● **WHAT YOU SHOULD DO**
Run through the records and show each line that includes the string "Orleans".

Stored records:

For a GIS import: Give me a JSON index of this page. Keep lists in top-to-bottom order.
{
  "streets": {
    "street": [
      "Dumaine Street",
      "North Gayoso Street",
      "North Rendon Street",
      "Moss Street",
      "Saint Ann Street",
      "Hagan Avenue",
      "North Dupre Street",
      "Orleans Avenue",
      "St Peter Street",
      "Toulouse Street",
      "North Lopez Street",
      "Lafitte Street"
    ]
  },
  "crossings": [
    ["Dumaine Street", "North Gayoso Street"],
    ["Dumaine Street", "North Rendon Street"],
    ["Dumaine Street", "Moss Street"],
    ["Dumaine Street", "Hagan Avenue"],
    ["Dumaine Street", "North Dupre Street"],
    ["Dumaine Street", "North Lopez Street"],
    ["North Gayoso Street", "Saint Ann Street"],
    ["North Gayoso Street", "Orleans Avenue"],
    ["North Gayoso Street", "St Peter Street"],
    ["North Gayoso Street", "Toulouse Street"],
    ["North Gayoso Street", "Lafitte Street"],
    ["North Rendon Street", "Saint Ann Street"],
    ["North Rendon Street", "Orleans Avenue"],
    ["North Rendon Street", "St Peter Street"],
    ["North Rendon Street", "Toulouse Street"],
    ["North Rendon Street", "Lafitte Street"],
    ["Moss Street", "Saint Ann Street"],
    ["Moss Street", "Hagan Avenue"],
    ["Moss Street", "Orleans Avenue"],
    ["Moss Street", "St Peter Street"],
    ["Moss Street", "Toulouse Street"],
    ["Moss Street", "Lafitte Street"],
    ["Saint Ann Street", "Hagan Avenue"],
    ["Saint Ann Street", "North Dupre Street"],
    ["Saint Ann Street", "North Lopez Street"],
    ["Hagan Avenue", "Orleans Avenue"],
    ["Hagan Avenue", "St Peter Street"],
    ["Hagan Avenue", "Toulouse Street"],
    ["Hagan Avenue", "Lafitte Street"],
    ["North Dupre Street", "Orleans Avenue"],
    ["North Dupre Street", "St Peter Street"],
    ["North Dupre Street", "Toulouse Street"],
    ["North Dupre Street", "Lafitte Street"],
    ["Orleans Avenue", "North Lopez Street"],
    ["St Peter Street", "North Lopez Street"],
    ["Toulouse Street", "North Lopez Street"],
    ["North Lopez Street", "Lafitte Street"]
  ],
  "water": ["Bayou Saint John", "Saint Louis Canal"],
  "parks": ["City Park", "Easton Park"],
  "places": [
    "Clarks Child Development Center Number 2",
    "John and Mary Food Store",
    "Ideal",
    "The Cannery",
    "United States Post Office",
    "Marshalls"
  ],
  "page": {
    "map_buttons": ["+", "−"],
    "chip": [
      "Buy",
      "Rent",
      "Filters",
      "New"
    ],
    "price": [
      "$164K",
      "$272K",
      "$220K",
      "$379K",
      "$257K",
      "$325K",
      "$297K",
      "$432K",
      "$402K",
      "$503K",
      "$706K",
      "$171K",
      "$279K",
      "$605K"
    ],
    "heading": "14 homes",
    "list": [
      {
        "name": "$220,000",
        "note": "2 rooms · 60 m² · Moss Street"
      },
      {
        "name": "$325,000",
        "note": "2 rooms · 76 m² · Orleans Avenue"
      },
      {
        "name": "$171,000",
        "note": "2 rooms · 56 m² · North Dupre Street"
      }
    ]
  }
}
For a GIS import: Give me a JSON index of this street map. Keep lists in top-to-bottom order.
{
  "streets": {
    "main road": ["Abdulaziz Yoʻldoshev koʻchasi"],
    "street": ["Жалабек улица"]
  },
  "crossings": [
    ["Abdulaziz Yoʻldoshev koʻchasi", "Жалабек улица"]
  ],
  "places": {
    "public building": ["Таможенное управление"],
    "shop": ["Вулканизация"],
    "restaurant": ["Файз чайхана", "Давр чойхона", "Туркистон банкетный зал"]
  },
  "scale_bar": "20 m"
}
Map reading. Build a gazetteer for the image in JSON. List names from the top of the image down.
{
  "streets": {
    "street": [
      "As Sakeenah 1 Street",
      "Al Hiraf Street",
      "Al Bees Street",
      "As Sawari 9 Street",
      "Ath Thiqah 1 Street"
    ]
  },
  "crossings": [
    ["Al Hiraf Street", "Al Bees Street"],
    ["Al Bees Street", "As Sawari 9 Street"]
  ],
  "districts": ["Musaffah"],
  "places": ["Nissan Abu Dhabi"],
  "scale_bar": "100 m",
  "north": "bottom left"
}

● **REPLY**
      "Orleans Avenue",
    ["North Gayoso Street", "Orleans Avenue"],
    ["North Rendon Street", "Orleans Avenue"],
    ["Moss Street", "Orleans Avenue"],
    ["Hagan Avenue", "Orleans Avenue"],
    ["North Dupre Street", "Orleans Avenue"],
    ["Orleans Avenue", "North Lopez Street"],
        "note": "2 rooms · 76 m² · Orleans Avenue"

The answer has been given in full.